Syrian President Bashar al-Assad has denied ordering a deadly crackdown on anti-regime protesters. In a rare interview with ABC News, he claimed most of the victims of the nine-month uprising were government supporters. The United Nations has estimated that more than 4,000 people have died since the pro-democracy uprising began nine-months ago.

Tripoli Post reports protests in the Libyan capital against former rebels who helped liberate the city from the forces of Col. Muammar Gaddafi. Pressure to disarm the former rebels has grown after several skirmishes between rival groups.
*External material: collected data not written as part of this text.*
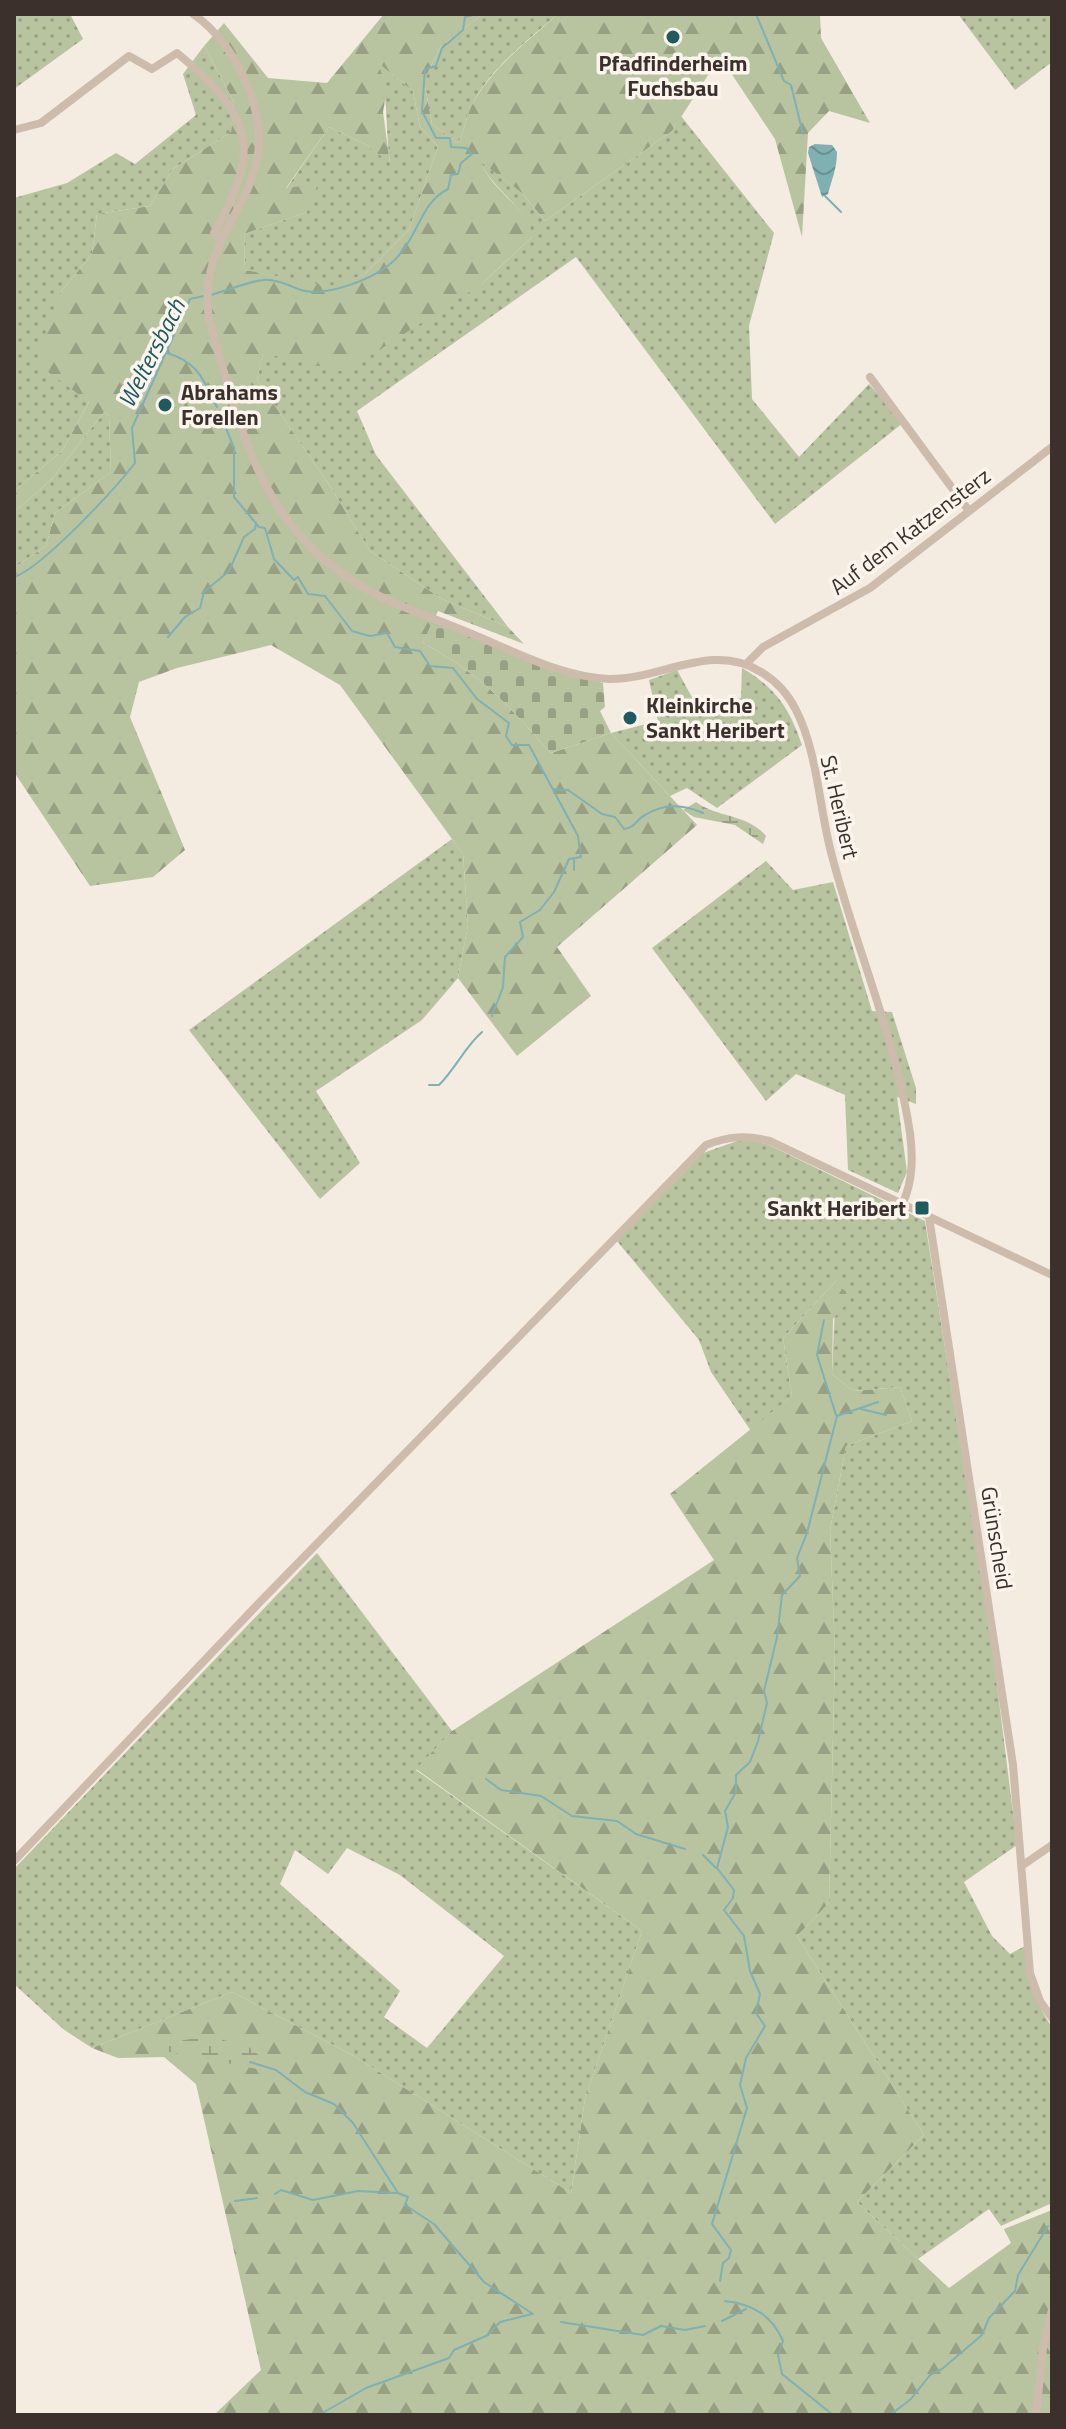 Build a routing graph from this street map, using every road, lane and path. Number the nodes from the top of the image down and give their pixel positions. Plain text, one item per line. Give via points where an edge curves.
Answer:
1 (193, 14) edge
2 (14, 130) edge
3 (220, 238) junction
4 (870, 377) dead end
5 (1052, 447) edge
6 (969, 511) junction
7 (746, 664) junction
8 (903, 1203) junction
9 (929, 1217) junction
10 (1052, 1275) edge
11 (1052, 1845) edge
12 (14, 1861) edge
13 (1023, 1865) junction
14 (1052, 2018) edge
15 (1052, 2310) edge
16 (1036, 2415) edge

1 - 3 street via 236,64 260,128 253,179
2 - 3 street via 41,123 129,56 152,69 177,53 212,84 240,120 243,169 214,233
3 - 7 street, St. Heribert via 211,260 207,302 247,446 266,491 295,533 333,568 367,590 578,674 607,679 708,660
4 - 6 street
5 - 6 street, Auf dem Katzensterz
6 - 7 street, Auf dem Katzensterz via 855,598 763,647
7 - 8 street, St. Heribert via 777,683 803,726 828,842 905,1104 912,1172
8 - 9 street
8 - 12 street via 770,1141 748,1135 706,1145
9 - 10 street
9 - 13 street, Grünscheid via 993,1625
11 - 13 street
13 - 14 street, Grünscheid via 1030,1973
15 - 16 street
Informador quotes the authorities in Mexico saying they had thwarted a plot to smuggle one of Colonel Gaddafi's sons, Saadi, into the country. He has been under house arrest in Niger since he fled Libya last September. A Mexican Government spokesperson said intelligence reports allowed them to stop attempts by a criminal gang to smuggle Saadi and members of his family into the country using false documents. Several people have been arrested.

In good news for Christmas partygoers, a new company has launched a product in Ireland to detect what, apart from alcohol, gives people hangovers. The Irish Examiner says the firm, YorkTest Laboratories, has produced the first drink intolerance testing programme in the world, the YorkTest DrinkScan. They claim it is helping people avoid some nasty reactions to drinks by pinpointing ingredients in wine, spirits and beer as well as the less obvious teas, coffees and minerals they never realised caused any problems. They claim that by tailoring what people drink to suit their body they can help avoid that terrible morning after feeling and make the most of Christmas.